OSSI
OSSI

()

Voto:

Versioni: v1 > v2

Si presenta con una copertina decisamente psichedelica questo album che esce a nome OSSI. La cosa ha attirato subito, da vecchio frequentatore della scena garage-punk e neopsichedelica italiana, la mia attenzione. In realtà, dietro questa enigmatica sigla, troviamo Vittorio Nistri e Simone Tilli ovvero 2 membri della Deadburger Factory. Per chi ha ascoltato in passato i dischi dei Deadburger devo subito dire che ci troviamo fronte, in questo caso, ad una musica completamente diversa, molto in linea con le pulsioni psichiche evocate dalla visionaria copertina. Dove i Deadburger sono gli alfieri di un rock sperimentale che guarda alla contaminazione fra generi come jazz, elettronica e noise, gli OSSI hanno invece una visione “passatista” della musica (anche se, come vedremo, solo fino a un certo punto). Il loro è in effetti un rock psichedelico che paga il suo tributo a nomi storici come Fuzztones e Julian Cope ma anche a gruppi attuali come King Gizzard & The Lizard Wizard e Ty Segall. Tutto si spiega con la passione che Nistri e Tilli hanno sempre avuto per queste sonorità. Quindi hanno deciso di assoldare alcuni elementi che avessero il giusto “feeling” con questo nuovo progetto e chi allora meglio del mitico Dome La Muerte? Dome è lo storico chitarrista dei Not Moving, un gruppo importante della scena psichedelica italiana. Sempre alla chitarra è stato coinvolto anche Andrea Appino degli Zen Circus mentre alla batteria troviamo Bruno Dorella (Ovo, Bachi da Pietra). Al basso si cimenta in 3 tracce Carlo Sciannameo degli stessi Deadburger.
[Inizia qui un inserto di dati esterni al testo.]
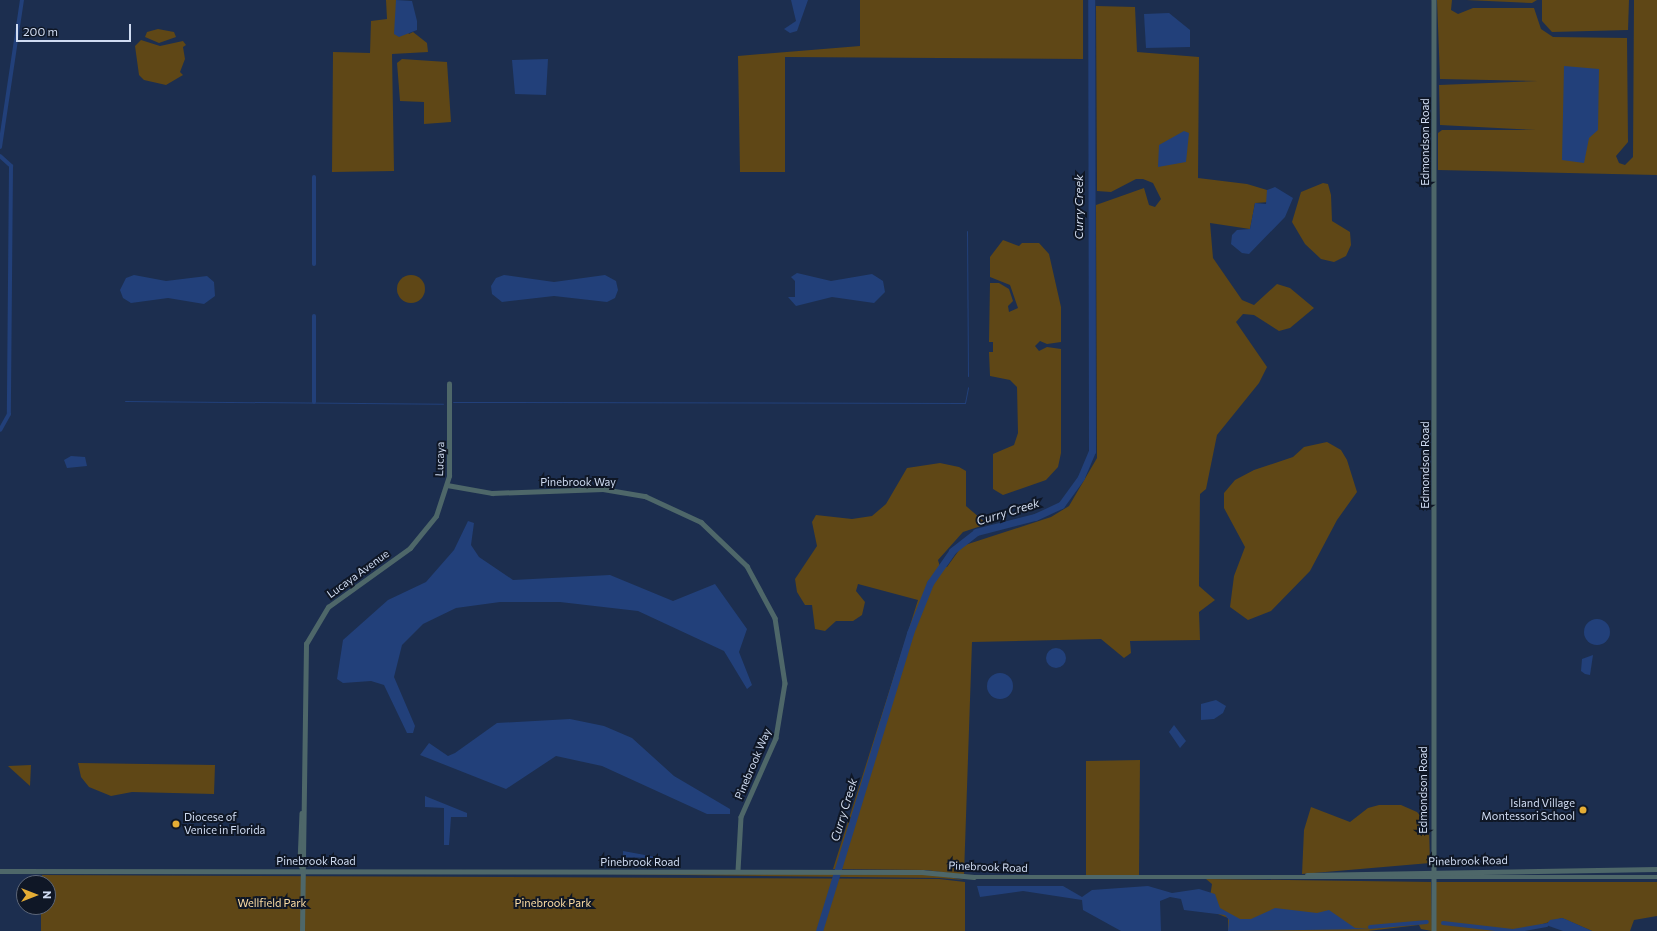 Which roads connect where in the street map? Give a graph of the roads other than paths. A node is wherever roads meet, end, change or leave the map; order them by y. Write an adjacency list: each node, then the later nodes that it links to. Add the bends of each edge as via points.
1 (1434, 0): 6 (street, Edmondson Road)
2 (449, 384): 3 (street, Lucaya)
3 (447, 485): 5 (street, Lucaya Avenue, via 439,511 420,538 332,603 310,633 303,665 303,809 300,848); 8 (street, Pinebrook Way, via 492,493 591,489 645,496 681,510 707,526 747,566 775,618 785,683 776,738 741,817)
4 (1657, 869): 6 (street, Pinebrook Road)
5 (303, 870): 7 (street, Pinebrook Road); 8 (street, Pinebrook Road); 12 (street, Lucaya Avenue)
6 (1433, 870): 10 (street, Pinebrook Road); 11 (street, Edmondson Road)
7 (0, 871)
8 (738, 871): 10 (street, Pinebrook Road, via 922,872 970,877)
9 (1657, 877): 11 (street, Pinebrook Road)
10 (1280, 878): 11 (street, Pinebrook Road)
11 (1434, 878): 13 (street, Edmondson Road)
12 (302, 931)
13 (1434, 931)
Nonostante le premesse, l’album suona molto meno “revivalista” di quel che si potrebbe pensare. Non siamo alle prese, per intenderci, con della musica sterilmente calligrafica verso certi modelli anni ‘60 come poteva talvolta capitare di ascoltare durante la citata stagione del revival garage-punk. Si è cercato di dare ad OSSI uno spirito moderno: l’attitudine sperimentale dei Deadburger fa ogni tanto inevitabilmente capolino. Non manca anche la componente elettronica anche se viene limitata a delle linee essenziali e grezze. I testi poi (rigorosamente cantati in italiano, altra scelta controcorrente in questo genere) sono assolutamente degni di interesse nel loro essere iconoclasti. Sono il documento della realta’ “ultra-weird” in cui viviamo come viene da loro stessi definita. Troviamo il campionamento di alcune voci fra cui quelle di personaggi politici come Salvini e l’ex assessore alla sanità lombarda Giulio Gallera. La nostra Italia attuale viene dissezionata senza pietà in tutte le sue follie e contraddizioni. I brani sono frizzanti ed energici: l’effetto complessivo è surreale: le atmosfere tipicamente anni ‘60 sono calate in un contesto contemporaneo sia per i testi sia per certe soluzioni sonore. Le chitarre acide al punto giusto e gli effetti elettronici creano il giusto amalgama. Sembra di ascoltare una versione garage-punk delle Mothers Of Invention!

Andrebbe inoltre segnalato l’aspetto grafico di quest’opera, di assoluto pregio e molto curato (nello stile che ha sempre contraddistinto i Deadburger) che riunisce 2 firme della storica rivista Frigidaire. Lo scheletrino che campeggia sulla front cover è di Andrea Pazienza mentre il logo (sempre sulla front cover) e i mostri sulla back cover sono invece opera di Ugo Delucchi (allievo di Pazienza). All’interno della copertina gatefold troviamo anche un booklet sempre di Delucchi. Il progetto grafico è di Gabriele Manconi. Non posso che consigliarvi caldamente questo disco di culto di questi fantastici storyteller psichedelici che portano una ventata di freschezza in un panorama musicale italiano asfittico e deprimente.